Supreme Court, Appellate Division, Second Department, New York.2021-10-27No. 2018–12010

Summary

Holding. The appellate court affirmed the April 4, 2018 order denying the bank's motion to vacate the dismissal, and dismissed the appeal of the reargument denial as non-appealable.

Bank of America brought a mortgage foreclosure action against the Alrasheed defendants in 2012 after they failed to timely respond to the complaint. In 2016, the bank moved for a default judgment and an order of reference, but did not oppose the defendants' cross-motion to dismiss the case as abandoned under the civil procedure rules. The trial court granted the defendants' cross-motion and denied the bank's requests for default judgment. The bank then sought to vacate that dismissal order and to reargue its earlier motion, but the trial court rejected both requests in 2018.

On appeal, the bank challenged the denial of its motion to vacate and its request to reargue. The appellate court found that the bank failed to identify any valid legal ground for vacating the prior dismissal, such as a reasonable excuse for not opposing the defendants' cross-motion. Because the bank did not advance any appropriate basis for relief, the court upheld the lower court's rejection of the vacatur request. The court also rejected the appeal of the reargument denial on jurisdictional grounds, as appeals do not lie from orders simply denying reargument.

Summary generated by law.co from the public-domain opinion. The opinion text itself is public domain.

Key issues

  • Whether a foreclosing plaintiff may vacate a dismissal granted on an unopposed cross-motion to dismiss for abandonment
  • Whether failure to oppose a cross-motion may be excused on appeal
  • Appealability of orders denying requests for reargument

Procedural posture

The plaintiff appealed from a trial court order dated April 4, 2018, which denied the plaintiff's motion to vacate a prior dismissal and denied leave to reargue.

Authorities cited

No cited authorities resolved to law.co cases yet.

Opinion

DECISION & ORDER

In an action to foreclose a mortgage, the plaintiff appeals from an order of the Supreme Court, Queens County (Frederick D.R. Sampson, J.), dated April 4, 2018.  The order denied those branches of the plaintiffs motion which were (1), in effect, to vacate so much of an order of the same court dated March 2, 2017, as, in effect, granted that branch of the unopposed cross motion of the defendants Zamerul Alrasheed, Neezamadeen Alrasheed, and Aftab Alrasheed which was pursuant to CPLR 3215(c) to dismiss the complaint insofar as asserted against them as abandoned, and (2) for leave to reargue those branches of its prior motion which were for leave to enter a default judgment against those defendants and for an order of reference, which had been denied in the order dated March 2, 2017.

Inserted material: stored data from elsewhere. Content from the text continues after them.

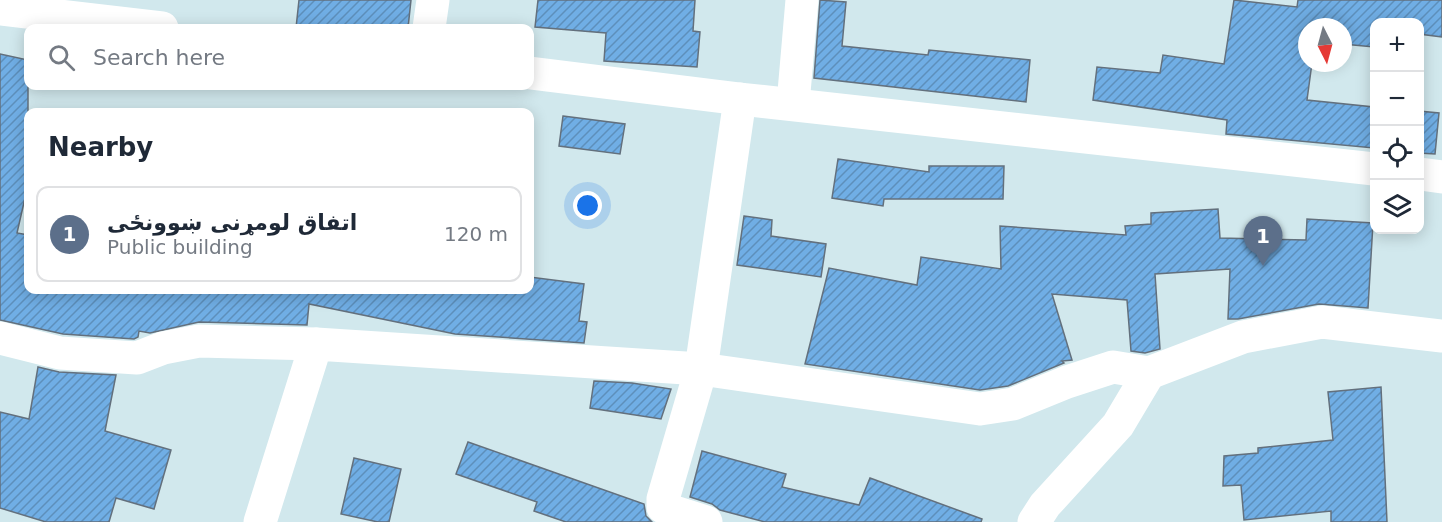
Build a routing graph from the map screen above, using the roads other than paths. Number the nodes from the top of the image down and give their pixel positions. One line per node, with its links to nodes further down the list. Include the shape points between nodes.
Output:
1 (433, 0): 5 (street)
2 (802, 0): 8 (street)
3 (0, 9): 4 (street)
4 (128, 24)
5 (430, 24)
6 (534, 74): 7 (street)
7 (740, 99): 8 (street); 15 (street)
8 (793, 104): 9 (street)
9 (1370, 169)
10 (1424, 175): 11 (street)
11 (1442, 177)
12 (1442, 336): 16 (street, via 1322,322 1243,337)
13 (0, 338): 14 (street, via 60,353 137,358 199,341)
14 (316, 344): 15 (street); 17 (street)
15 (701, 369): 16 (street, via 980,410 1013,404 1113,367); 18 (street, via 663,507)
16 (1149, 373): 19 (street, via 1118,425)
17 (260, 522)
18 (706, 522)
19 (1034, 522)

ORDERED that the appeal from so much of the order dated April 4, 2018, as denied that branch of the plaintiffs motion which was for leave to reargue is dismissed, as no appeal lies from an order denying reargument;  and it is further,

ORDERED that the order dated April 4, 2018, is affirmed insofar as reviewed;  and it is further,

ORDERED that one bill of costs is awarded to the defendants Zamerul Alrasheed, Neezamadeen Alrasheed, and Aftab Alrasheed.

In May 2007, the defendants Zamerul Alrasheed, Neezamadeen Alrasheed, and Aftab Alrasheed (hereinafter collectively the defendants) executed a note in favor of the plaintiff in the principal sum of $495,000, which was secured by a mortgage against certain real property.  In July 2012, the plaintiff commenced this action to foreclose the mortgage against, among others, the defendants.  The defendants failed to timely appear or answer the complaint.

In September 2016, the plaintiff moved, inter alia, for leave to enter a default judgment against the defendants and for an order of reference.  The defendants cross-moved, among other things, pursuant to CPLR 3215(c) to dismiss the complaint insofar as asserted against them as abandoned.  The plaintiff did not oppose the defendants’ cross motion.  In an order dated March 2, 2017, the Supreme Court denied the plaintiffs motion and, in effect, granted that branch of the defendants’ unopposed cross motion which was pursuant to CPLR 3215(c) to dismiss the complaint insofar as asserted against them as abandoned.  The plaintiff then moved, among other things, in effect, to vacate so much of the order dated March 2, 2017, as, in effect, granted that branch of the defendants’ unopposed cross motion which was pursuant to CPLR 3215(c) to dismiss the complaint insofar as asserted against them as abandoned, and for leave to reargue those branches of its prior motion which were for leave to enter a default judgment against the defendants and for an order of reference.  In an order dated April 4, 2018, the court, inter alia, denied those branches of the plaintiffs motion.  The plaintiff appeals.

Here, the plaintiff does not raise any contention on appeal that it established a reasonable excuse for its default in opposing the defendants’ cross motion (see CPLR 5015[a][1]), nor does the plaintiff set forth any other basis for vacatur of so much of the order dated March 2, 2017, as, in effect, granted the defendants’ cross motion.  Thus, the plaintiff has not advanced any potential basis to grant that branch of its motion which was, in effect, to vacate that portion of the order dated March 2, 2017.

CHAMBERS, J.P., BARROS, WOOTEN and DOWLING, JJ., concur.